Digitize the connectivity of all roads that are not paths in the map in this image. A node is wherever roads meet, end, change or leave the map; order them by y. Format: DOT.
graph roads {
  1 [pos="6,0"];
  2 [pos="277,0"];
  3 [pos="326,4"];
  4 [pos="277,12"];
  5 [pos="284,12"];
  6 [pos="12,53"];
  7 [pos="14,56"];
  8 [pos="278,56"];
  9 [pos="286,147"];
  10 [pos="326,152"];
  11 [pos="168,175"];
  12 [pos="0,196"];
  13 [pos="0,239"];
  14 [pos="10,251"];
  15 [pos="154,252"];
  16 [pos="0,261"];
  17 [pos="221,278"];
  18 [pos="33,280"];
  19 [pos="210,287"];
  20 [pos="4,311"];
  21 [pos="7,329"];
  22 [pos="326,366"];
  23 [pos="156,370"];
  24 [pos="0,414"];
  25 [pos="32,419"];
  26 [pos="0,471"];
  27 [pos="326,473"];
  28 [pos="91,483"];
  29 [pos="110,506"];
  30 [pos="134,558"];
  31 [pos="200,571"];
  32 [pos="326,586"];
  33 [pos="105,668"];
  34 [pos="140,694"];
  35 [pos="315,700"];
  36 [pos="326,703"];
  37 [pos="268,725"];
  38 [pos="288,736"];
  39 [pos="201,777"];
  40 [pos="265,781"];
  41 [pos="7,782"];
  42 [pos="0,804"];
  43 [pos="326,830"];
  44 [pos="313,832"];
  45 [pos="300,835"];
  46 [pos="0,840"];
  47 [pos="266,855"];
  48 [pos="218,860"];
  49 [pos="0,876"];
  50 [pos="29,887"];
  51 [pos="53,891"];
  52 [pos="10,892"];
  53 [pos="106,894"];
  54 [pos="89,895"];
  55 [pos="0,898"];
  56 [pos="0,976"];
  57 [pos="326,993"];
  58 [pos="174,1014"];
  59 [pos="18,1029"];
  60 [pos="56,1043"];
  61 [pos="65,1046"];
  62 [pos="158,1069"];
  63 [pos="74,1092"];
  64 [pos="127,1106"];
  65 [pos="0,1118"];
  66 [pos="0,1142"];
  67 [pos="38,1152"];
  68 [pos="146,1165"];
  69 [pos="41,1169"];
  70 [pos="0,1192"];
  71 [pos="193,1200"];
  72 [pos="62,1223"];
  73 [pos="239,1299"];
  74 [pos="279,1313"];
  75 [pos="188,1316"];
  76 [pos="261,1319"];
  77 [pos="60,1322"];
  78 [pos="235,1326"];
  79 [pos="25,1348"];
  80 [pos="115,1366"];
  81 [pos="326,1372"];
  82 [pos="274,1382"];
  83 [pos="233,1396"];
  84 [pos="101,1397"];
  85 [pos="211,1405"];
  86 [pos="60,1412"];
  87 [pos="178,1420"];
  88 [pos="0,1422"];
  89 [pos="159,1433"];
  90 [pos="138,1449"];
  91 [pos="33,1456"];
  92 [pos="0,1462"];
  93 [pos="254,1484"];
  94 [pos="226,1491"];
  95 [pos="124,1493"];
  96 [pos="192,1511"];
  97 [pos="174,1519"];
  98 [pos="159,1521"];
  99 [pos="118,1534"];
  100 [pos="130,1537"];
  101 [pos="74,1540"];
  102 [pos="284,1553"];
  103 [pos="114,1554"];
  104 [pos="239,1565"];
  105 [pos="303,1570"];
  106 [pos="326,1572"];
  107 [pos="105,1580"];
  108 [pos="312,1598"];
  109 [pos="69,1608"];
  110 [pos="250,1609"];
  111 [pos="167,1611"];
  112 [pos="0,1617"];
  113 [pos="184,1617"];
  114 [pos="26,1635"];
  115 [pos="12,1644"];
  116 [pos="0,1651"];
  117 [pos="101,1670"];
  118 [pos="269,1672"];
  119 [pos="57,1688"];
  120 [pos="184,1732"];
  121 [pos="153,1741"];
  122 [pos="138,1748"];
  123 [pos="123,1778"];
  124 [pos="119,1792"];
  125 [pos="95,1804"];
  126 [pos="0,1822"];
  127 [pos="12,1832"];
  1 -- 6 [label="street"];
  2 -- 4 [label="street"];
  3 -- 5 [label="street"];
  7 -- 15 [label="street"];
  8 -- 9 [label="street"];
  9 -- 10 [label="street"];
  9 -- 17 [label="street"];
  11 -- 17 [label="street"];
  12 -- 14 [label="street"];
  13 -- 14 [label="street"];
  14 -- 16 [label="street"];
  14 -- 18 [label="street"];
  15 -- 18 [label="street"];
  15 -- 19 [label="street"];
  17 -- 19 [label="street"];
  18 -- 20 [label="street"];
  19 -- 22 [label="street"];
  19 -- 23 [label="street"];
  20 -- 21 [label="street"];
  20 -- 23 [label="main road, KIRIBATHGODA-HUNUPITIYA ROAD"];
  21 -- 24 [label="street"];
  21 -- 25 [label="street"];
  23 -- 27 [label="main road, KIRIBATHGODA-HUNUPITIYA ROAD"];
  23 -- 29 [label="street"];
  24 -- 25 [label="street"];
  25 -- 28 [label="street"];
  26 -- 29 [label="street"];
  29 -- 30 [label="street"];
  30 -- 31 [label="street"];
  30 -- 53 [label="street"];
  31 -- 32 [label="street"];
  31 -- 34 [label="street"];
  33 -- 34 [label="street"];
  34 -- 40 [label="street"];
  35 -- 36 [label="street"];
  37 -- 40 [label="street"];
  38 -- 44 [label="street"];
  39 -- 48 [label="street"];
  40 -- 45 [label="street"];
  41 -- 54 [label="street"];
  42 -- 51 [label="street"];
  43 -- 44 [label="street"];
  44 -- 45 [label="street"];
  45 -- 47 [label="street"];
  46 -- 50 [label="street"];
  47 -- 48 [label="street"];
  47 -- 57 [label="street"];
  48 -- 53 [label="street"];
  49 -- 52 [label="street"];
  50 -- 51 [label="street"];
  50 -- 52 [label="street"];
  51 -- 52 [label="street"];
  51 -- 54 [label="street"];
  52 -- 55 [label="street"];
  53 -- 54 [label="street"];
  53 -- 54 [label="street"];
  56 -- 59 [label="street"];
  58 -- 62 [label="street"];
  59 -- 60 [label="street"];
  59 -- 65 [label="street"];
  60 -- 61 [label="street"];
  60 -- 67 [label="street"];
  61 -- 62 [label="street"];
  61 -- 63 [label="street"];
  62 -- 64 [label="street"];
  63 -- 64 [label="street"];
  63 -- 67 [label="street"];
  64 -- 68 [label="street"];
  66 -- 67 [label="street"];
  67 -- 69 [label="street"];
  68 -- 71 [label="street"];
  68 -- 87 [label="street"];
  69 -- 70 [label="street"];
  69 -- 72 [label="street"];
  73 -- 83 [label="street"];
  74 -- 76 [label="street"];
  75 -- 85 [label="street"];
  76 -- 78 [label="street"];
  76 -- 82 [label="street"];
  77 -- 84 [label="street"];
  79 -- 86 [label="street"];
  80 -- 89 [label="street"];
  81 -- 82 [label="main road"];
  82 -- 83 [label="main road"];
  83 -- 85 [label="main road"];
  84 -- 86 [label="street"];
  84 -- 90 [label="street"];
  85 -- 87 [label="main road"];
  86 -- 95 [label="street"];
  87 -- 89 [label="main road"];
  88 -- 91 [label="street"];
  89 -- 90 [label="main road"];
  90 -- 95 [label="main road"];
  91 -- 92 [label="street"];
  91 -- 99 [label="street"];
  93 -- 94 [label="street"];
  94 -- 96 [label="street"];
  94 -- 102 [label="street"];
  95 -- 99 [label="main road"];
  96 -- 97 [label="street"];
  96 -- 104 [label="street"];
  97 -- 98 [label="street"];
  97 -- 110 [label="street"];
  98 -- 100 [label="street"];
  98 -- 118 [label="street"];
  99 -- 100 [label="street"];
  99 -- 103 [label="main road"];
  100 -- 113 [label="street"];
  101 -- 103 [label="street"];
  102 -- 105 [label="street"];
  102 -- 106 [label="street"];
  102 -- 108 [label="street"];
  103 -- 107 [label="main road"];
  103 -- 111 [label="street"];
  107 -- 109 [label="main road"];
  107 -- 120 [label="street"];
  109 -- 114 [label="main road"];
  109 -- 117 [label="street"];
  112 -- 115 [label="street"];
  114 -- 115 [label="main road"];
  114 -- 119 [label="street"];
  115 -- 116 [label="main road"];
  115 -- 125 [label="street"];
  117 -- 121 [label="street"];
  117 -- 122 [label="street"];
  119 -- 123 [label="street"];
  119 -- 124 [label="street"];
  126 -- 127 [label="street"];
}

========================================

(TASK GOAL) Find and copy each line in the material above where the string "KIRIBATHGODA" occurs.

(WRITTEN ANSWER)
  20 -- 23 [label="main road, KIRIBATHGODA-HUNUPITIYA ROAD"];
  23 -- 27 [label="main road, KIRIBATHGODA-HUNUPITIYA ROAD"];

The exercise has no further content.